TCU aims to turn Clemson collapse into lesson learned
As discouraging as Sunday night’s loss was for TCU, the Horned Frogs intend on flushing it.
After going scoreless for the final seven minutes and allowing Clemson’s 15-0 run at the end of regulation force overtime, the 62-60 loss at T-Mobile Arena will be chalked up to a learning experience for a young team.
TCU (4-1) plays Wyoming (3-4) at 8 p.m. Tuesday to close out the MGM Resorts Main Event tournament. The game airs on Flohoops.com. The Frogs don’t play again until hosting Illinois State at 8 p.m. Dec. 3 at Schollmaier Arena.
“This early in the season, you’re really not failing, you’re learning, you’re growing,” said guard Edric Dennis, who led the Horned Frogs with a season-high 18 points. “I’d rather us go through it now than in conference and in the [NCAA] tournament.”
What did they go through?
A stretch of seven minutes at the end of regulation when their 15-point lead slowly and painfully chipped away at until the Tigers had done the improbable.
TCU lost control of the momentum and couldn’t get it back.
“We got out of the flow of the game,” said Desmond Bane, who had 17 points but missed two crucial free throws with four seconds left in regulation that could have won the game for the Frogs. “I felt like we lost our rhythm and kind of slowed down, maybe tried to kill some clock and had some turnovers late that were bad.”
In fact, they had six turnovers and were 0 for 6 from the field during Clemson’s regulations-ending run.
“We’re only five games in so we’re not shutting down, that’s for sure,” TCU coach Jamie Dixon said. “We made strides these last couple of days in some areas, the rebounding, we got it done the way we wanted, the defense continues to get better.”

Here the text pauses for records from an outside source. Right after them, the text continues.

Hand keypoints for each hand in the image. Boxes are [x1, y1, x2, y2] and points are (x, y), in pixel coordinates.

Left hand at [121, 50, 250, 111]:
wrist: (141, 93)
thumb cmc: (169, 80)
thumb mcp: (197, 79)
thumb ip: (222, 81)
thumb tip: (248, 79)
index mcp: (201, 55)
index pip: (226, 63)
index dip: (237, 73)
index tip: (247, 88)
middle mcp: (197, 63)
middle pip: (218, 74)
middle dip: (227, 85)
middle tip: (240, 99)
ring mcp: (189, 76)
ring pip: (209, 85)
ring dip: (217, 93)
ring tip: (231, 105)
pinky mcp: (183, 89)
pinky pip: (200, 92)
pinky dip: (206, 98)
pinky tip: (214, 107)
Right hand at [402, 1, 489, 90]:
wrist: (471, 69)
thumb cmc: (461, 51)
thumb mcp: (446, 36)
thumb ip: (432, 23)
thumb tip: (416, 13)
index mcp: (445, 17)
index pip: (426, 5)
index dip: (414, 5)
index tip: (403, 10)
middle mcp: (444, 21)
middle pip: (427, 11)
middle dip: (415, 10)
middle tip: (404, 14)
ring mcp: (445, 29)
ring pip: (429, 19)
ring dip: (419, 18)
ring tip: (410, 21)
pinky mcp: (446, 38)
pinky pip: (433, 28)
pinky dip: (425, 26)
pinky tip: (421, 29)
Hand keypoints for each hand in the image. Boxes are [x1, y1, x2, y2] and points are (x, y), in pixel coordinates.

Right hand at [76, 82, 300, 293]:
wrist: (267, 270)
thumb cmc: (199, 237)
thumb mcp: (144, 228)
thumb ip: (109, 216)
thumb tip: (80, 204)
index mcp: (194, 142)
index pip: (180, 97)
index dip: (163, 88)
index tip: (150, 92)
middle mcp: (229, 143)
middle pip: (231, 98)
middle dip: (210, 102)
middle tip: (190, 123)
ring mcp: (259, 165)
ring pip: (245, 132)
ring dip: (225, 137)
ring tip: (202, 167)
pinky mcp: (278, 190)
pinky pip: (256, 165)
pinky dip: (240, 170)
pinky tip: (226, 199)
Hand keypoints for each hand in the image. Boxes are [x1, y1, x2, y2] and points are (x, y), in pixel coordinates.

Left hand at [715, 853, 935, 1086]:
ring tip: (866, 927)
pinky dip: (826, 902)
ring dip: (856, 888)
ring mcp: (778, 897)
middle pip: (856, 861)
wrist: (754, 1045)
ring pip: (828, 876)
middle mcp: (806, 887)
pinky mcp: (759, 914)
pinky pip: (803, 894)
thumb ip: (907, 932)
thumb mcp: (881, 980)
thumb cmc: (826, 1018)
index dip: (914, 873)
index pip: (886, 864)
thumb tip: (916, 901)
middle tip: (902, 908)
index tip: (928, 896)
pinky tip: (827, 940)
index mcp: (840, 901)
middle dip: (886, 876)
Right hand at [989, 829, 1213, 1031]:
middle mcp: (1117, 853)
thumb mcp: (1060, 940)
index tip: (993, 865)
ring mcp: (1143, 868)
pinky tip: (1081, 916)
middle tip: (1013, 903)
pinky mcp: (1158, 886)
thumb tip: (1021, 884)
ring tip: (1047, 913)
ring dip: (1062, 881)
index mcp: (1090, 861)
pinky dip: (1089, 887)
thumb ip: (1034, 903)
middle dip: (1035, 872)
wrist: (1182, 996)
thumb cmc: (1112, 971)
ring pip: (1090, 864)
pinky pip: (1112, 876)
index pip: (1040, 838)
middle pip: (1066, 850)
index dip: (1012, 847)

Those are the encouraging aspects for Dixon. “Simply put, you put yourself up 15 like you want to,” he said. “We did enough good things.”
TCU had a chance to hit a game-winner in the final seconds of overtime but Dennis’ short-range jumper and Jaire Grayer’s layup both missed.

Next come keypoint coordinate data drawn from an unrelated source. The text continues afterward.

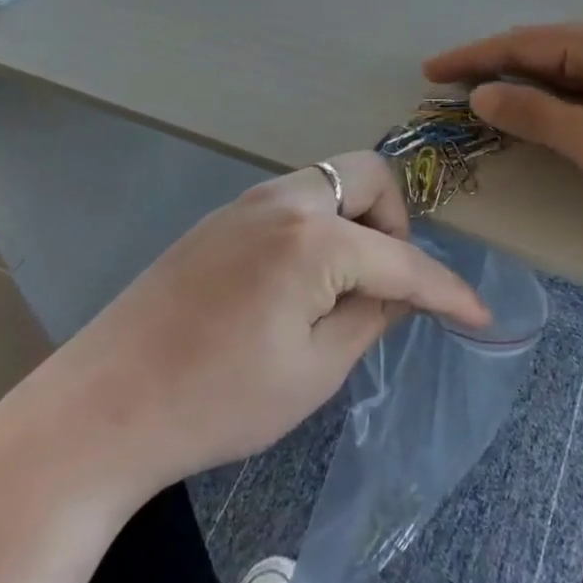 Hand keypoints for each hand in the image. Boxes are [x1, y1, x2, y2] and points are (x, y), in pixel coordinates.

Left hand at [0, 151, 488, 505]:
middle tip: (384, 282)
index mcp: (314, 239)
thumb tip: (401, 291)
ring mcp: (247, 202)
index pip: (401, 258)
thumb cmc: (217, 401)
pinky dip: (319, 227)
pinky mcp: (221, 217)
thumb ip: (370, 317)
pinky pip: (293, 201)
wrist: (103, 405)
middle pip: (368, 176)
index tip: (479, 315)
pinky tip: (299, 282)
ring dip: (355, 221)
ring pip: (329, 182)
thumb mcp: (313, 373)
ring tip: (343, 287)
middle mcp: (285, 200)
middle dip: (395, 222)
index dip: (446, 290)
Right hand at [424, 17, 582, 237]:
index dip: (470, 58)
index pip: (518, 44)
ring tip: (483, 100)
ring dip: (521, 82)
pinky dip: (552, 93)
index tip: (429, 72)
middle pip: (538, 48)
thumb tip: (482, 95)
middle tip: (449, 89)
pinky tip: (540, 108)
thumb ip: (536, 117)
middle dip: (491, 67)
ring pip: (562, 65) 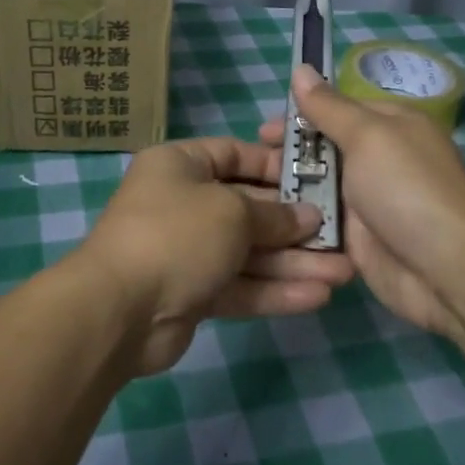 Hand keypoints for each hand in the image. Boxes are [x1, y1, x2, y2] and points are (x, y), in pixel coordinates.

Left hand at [79, 136, 355, 376]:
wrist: (120, 310)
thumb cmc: (177, 234)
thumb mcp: (232, 212)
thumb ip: (274, 215)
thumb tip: (308, 216)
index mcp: (180, 166)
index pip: (234, 155)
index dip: (275, 166)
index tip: (316, 179)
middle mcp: (182, 203)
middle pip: (248, 208)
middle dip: (295, 225)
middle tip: (341, 235)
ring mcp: (187, 251)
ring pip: (249, 253)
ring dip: (294, 263)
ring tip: (344, 272)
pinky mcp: (192, 293)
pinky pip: (240, 285)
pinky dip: (275, 291)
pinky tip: (318, 297)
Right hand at [259, 66, 464, 337]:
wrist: (446, 270)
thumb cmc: (408, 189)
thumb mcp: (368, 136)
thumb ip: (329, 107)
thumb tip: (301, 68)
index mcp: (389, 126)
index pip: (337, 110)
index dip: (299, 116)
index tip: (261, 131)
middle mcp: (378, 160)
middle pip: (322, 150)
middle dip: (287, 155)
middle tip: (252, 166)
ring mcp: (366, 202)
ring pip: (316, 189)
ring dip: (287, 191)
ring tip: (248, 198)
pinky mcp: (356, 240)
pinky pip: (319, 224)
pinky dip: (297, 223)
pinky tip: (264, 225) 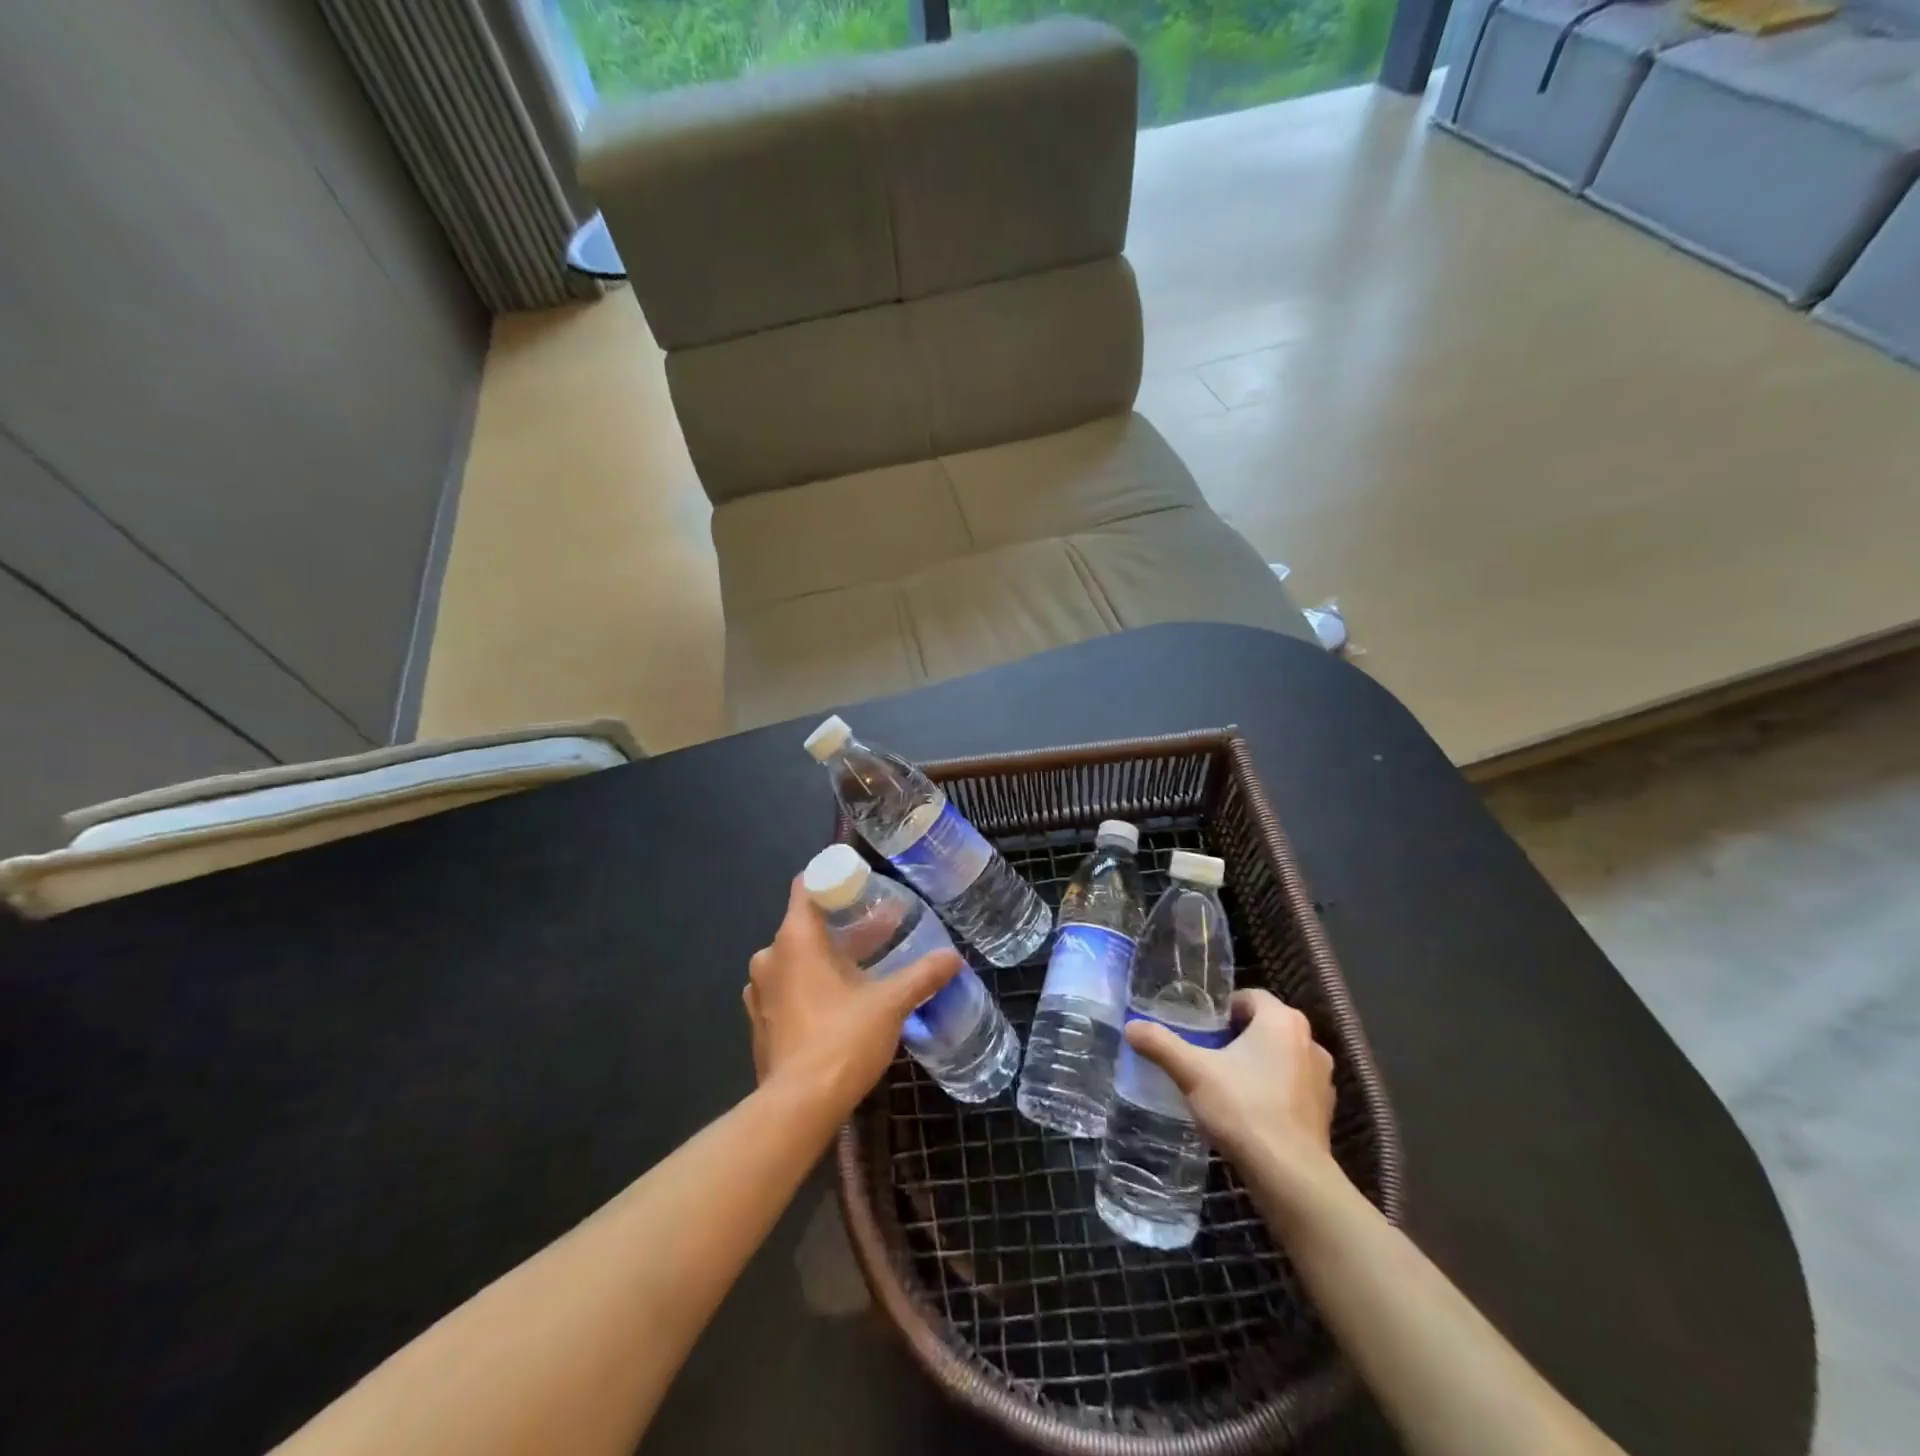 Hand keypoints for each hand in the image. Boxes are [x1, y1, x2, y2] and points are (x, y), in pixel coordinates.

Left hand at [743, 877, 963, 1115]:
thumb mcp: (890, 1004)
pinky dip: (811, 986)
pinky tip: (840, 1002)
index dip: (834, 879)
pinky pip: (787, 988)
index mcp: (795, 938)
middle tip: (879, 930)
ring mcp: (760, 991)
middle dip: (842, 925)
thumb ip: (922, 976)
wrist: (798, 1108)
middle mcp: (770, 956)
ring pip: (796, 958)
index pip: (807, 885)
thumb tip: (954, 957)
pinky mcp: (760, 1022)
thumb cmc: (842, 1040)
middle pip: (806, 924)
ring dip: (826, 958)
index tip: (864, 886)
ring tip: (864, 967)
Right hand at [1125, 988, 1340, 1194]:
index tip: (1202, 1029)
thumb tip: (1130, 1027)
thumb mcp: (1192, 1072)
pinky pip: (1293, 1087)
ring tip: (1227, 1083)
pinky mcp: (1325, 1111)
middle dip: (1238, 1036)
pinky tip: (1250, 1111)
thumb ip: (1161, 1044)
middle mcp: (1310, 1041)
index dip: (1223, 1009)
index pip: (1249, 997)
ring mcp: (1322, 1078)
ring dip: (1258, 1063)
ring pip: (1281, 1057)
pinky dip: (1274, 1091)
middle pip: (1266, 1026)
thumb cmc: (1243, 1109)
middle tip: (1207, 1053)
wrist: (1290, 1176)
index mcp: (1282, 1021)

But it never should have come to that, Bane and Dennis said.
“I’m glad we were put in that situation. We won’t take it for granted anymore,” Dennis said. “We have a young team, a lot of guys who really haven’t been there, in that position. And they were in that position today. So it’s a good thing. We’re growing from it. We’ll get in the lab and we’ll fix it.”